Type of Document Dissertation
Author Hanson, Kristin
Author's Email Address khanso2@lsu.edu
URN etd-03272006-224513
Title Stage(d) Mothers: Mother-Daughter Tropes in Twentieth-Century American Drama
Degree Doctor of Philosophy (Ph.D.)
Department Theatre
Advisory Committee
Advisor Name Title
Leslie Wade Committee Chair
Anna Nardo Committee Member
Jennifer Jones Cavenaugh Committee Member
Kate Jensen Committee Member
Michael Tick Committee Member
Gail Sutherland Dean's Representative
  • women
  • feminism
  • daughters
  • mothers
Date of Defense 2006-03-07
Availability unrestricted
The relationship between mother and daughter is an important one for many women. In learning how to best become a successful member of society, daughters look to their mothers to demonstrate the behaviors and beliefs appropriate to a female. Such explicit and implicit instruction makes the mother-daughter relationship a central one in the socialization of women.

Because it is such a powerful site, the mother-daughter relationship has received attention in the world of representation. Of particular import to this study is the representation of the mother-daughter relationship in Twentieth-Century American drama. Recent scholarship has shown that such representations can, however, have greater import than simply as representations of an interpersonal relationship. Instead, representations of mother-daughter relationships often represent and reinforce patriarchal norms of feminine behavior and social constraints.

This study puts this recent scholarship into dialogue with many plays from the twentieth century, in order to explore this relationship between dramatic and theatrical representations of the mother-daughter relationship and patriarchal conventions. It is arranged thematically, so that plays with similar features of the mother-daughter relationship—“tropes”—are put into dialogue with one another.

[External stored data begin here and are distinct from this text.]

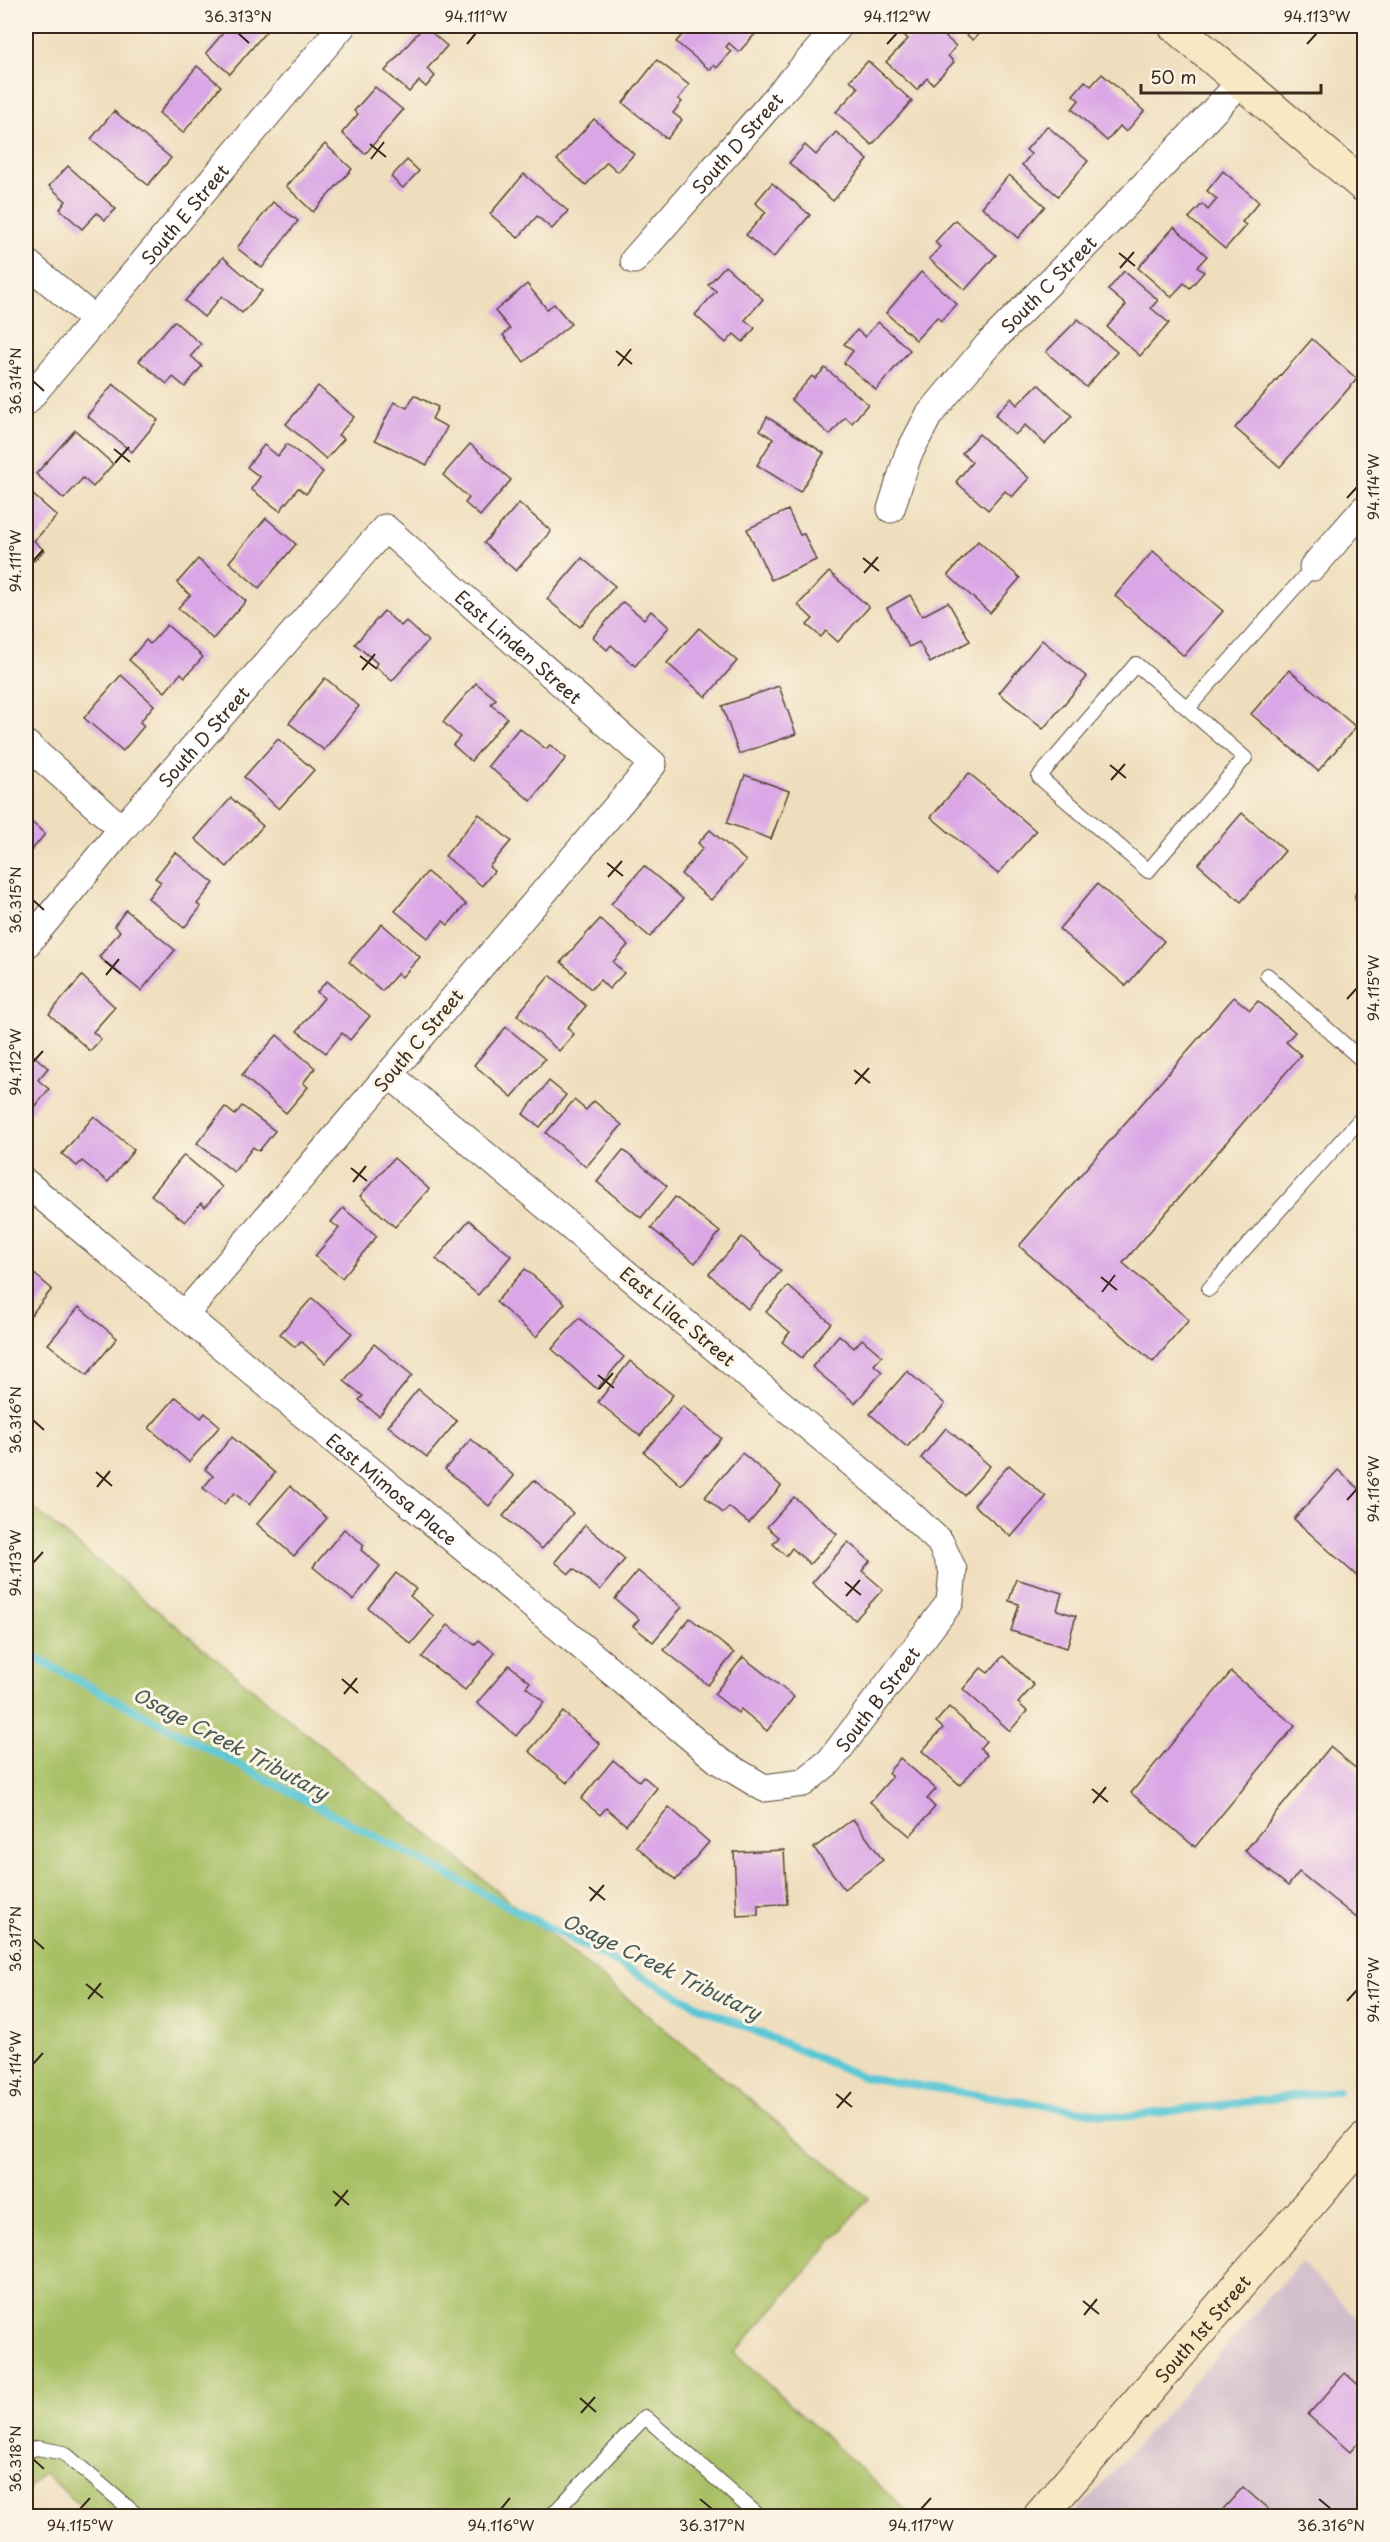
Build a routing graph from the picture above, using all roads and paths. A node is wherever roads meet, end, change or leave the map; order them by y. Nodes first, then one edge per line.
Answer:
1 (342, 26) edge
2 (839, 26) edge
3 (1175, 26) edge
4 (1242, 81) junction
5 (1365, 186) edge
6 (634, 260) dead end
7 (26, 262) edge
8 (95, 320) junction
9 (26, 402) edge
10 (891, 509) dead end
11 (1365, 509) edge
12 (385, 528) joint
13 (1313, 567) joint
14 (1188, 708) junction
15 (26, 744) edge
16 (653, 764) joint
17 (122, 829) junction
18 (1365, 894) edge
19 (1365, 900) edge
20 (26, 945) edge
21 (1267, 975) dead end
22 (1365, 1062) edge
23 (389, 1074) junction
24 (1365, 1115) edge
25 (26, 1183) edge
26 (1209, 1289) dead end
27 (184, 1315) junction
28 (953, 1570) joint
29 (764, 1788) joint
30 (1365, 2140) edge
31 (26, 2451) edge
32 (138, 2517) edge
33 (551, 2517) edge
34 (759, 2517) edge
35 (1040, 2517) edge

1 - 8 street, South E Street
2 - 6 street, South D Street
3 - 4 street
4 - 5 street
4 - 10 street, South C Street
7 - 8 street
8 - 9 street, South E Street
11 - 13 street
12 - 16 street, East Linden Street
12 - 17 street, South D Street
13 - 14 lane
14 - 14 lane
15 - 17 street
16 - 23 street, South C Street
17 - 20 street, South D Street
18 - 19 lane
21 - 22 lane
23 - 27 street, South C Street
23 - 28 street, East Lilac Street
24 - 26 lane
25 - 27 street, East Mimosa Place
27 - 29 street, East Mimosa Place
28 - 29 street, South B Street
30 - 35 street, South 1st Street
31 - 32 lane
33 - 34 lane

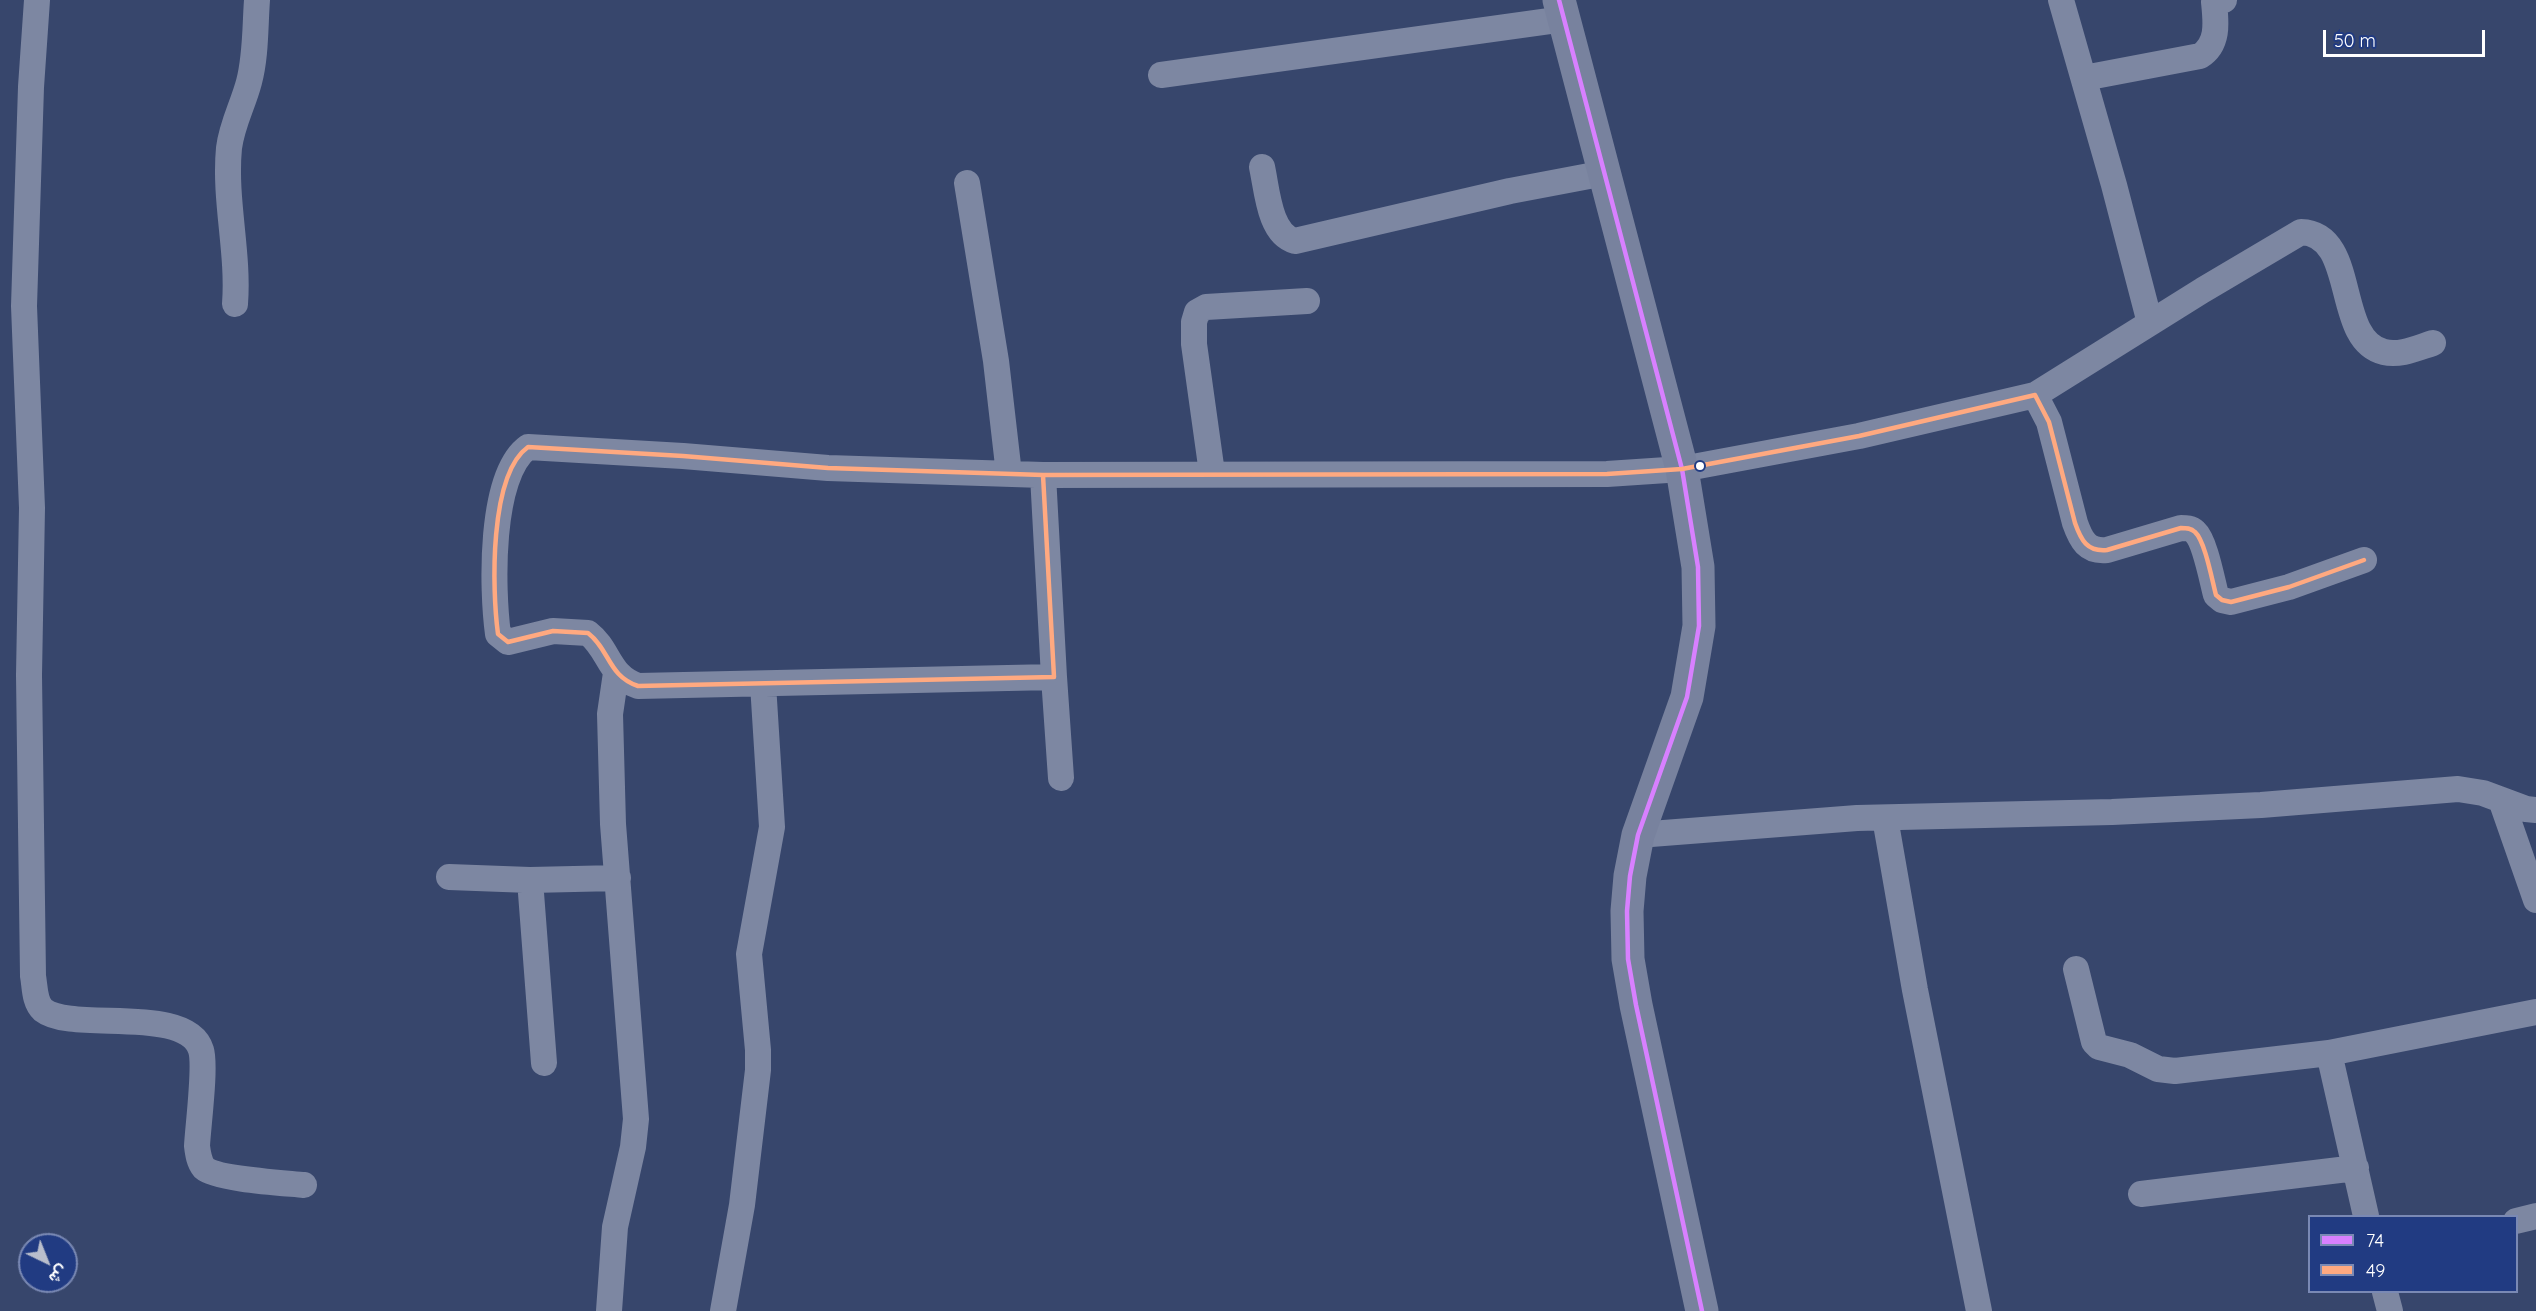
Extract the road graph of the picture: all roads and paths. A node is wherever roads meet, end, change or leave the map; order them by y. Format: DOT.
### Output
graph roads {
  1 [pos="37,0"];
  2 [pos="257,0"];
  3 [pos="2061,0"];
  4 [pos="2218,0"];
  5 [pos="1562,10"];
  6 [pos="1161,75"];
  7 [pos="2084,78"];
  8 [pos="1262,167"];
  9 [pos="1605,173"];
  10 [pos="967,183"];
  11 [pos="1307,301"];
  12 [pos="235,304"];
  13 [pos="2150,323"];
  14 [pos="2433,343"];
  15 [pos="2036,395"];
  16 [pos="1682,469"];
  17 [pos="1212,473"];
  18 [pos="1009,474"];
  19 [pos="1043,475"];
  20 [pos="2364,560"];
  21 [pos="616,673"];
  22 [pos="1054,677"];
  23 [pos="763,684"];
  24 [pos="1061,778"];
  25 [pos="2501,800"];
  26 [pos="2536,810"];
  27 [pos="1885,818"];
  28 [pos="1638,835"];
  29 [pos="449,877"];
  30 [pos="618,878"];
  31 [pos="530,880"];
  32 [pos="2536,900"];
  33 [pos="2076,969"];
  34 [pos="2536,1012"];
  35 [pos="2329,1053"];
  36 [pos="544,1064"];
  37 [pos="2356,1168"];
  38 [pos="304,1185"];
  39 [pos="2141,1194"];
  40 [pos="2366,1215"];
  41 [pos="2536,1216"];
  42 [pos="2518,1221"];
  43 [pos="2385,1293"];
  44 [pos="609,1311"];
  45 [pos="723,1311"];
  46 [pos="1702,1311"];
  47 [pos="1979,1311"];
  48 [pos="2390,1311"];
  1 -- 38 [label="street"];
  2 -- 12 [label="street"];
  3 -- 7 [label="street"];
  4 -- 7 [label="street"];
  5 -- 6 [label="street"];
  5 -- 9 [label="main road"];
  7 -- 13 [label="street"];
  8 -- 9 [label="street"];
  9 -- 16 [label="main road"];
  10 -- 18 [label="street"];
  11 -- 17 [label="street"];
  13 -- 14 [label="street"];
  13 -- 15 [label="street"];
  15 -- 16 [label="street"];
  15 -- 20 [label="street"];
  16 -- 17 [label="street"];
  16 -- 28 [label="main road"];
  17 -- 19 [label="street"];
  18 -- 19 [label="street"];
  18 -- 21 [label="street"];
  19 -- 22 [label="street"];
  21 -- 23 [label="street"];
  21 -- 30 [label="street"];
  22 -- 23 [label="street"];
  22 -- 24 [label="street"];
  23 -- 45 [label="street"];
  25 -- 26 [label="street"];
  25 -- 27 [label="street"];
  25 -- 32 [label="street"];
  27 -- 28 [label="street"];
  27 -- 47 [label="street"];
  28 -- 46 [label="main road"];
  29 -- 31 [label="street"];
  30 -- 31 [label="street"];
  30 -- 44 [label="street"];
  31 -- 36 [label="street"];
  33 -- 35 [label="street"];
  34 -- 35 [label="street"];
  35 -- 37 [label="street"];
  37 -- 39 [label="street"];
  37 -- 40 [label="street"];
  41 -- 42 [label="street"];
  43 -- 48 [label="street"];
}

As a work of feminist scholarship, this work seeks to both identify patriarchal messages contained in plays throughout twentieth-century America, as well as the potential for resistance to those messages. It is not intended as a master-narrative of the discourse on the mother-daughter relationship, but rather as an opening of that discourse to the world of theatrical and dramatic representation.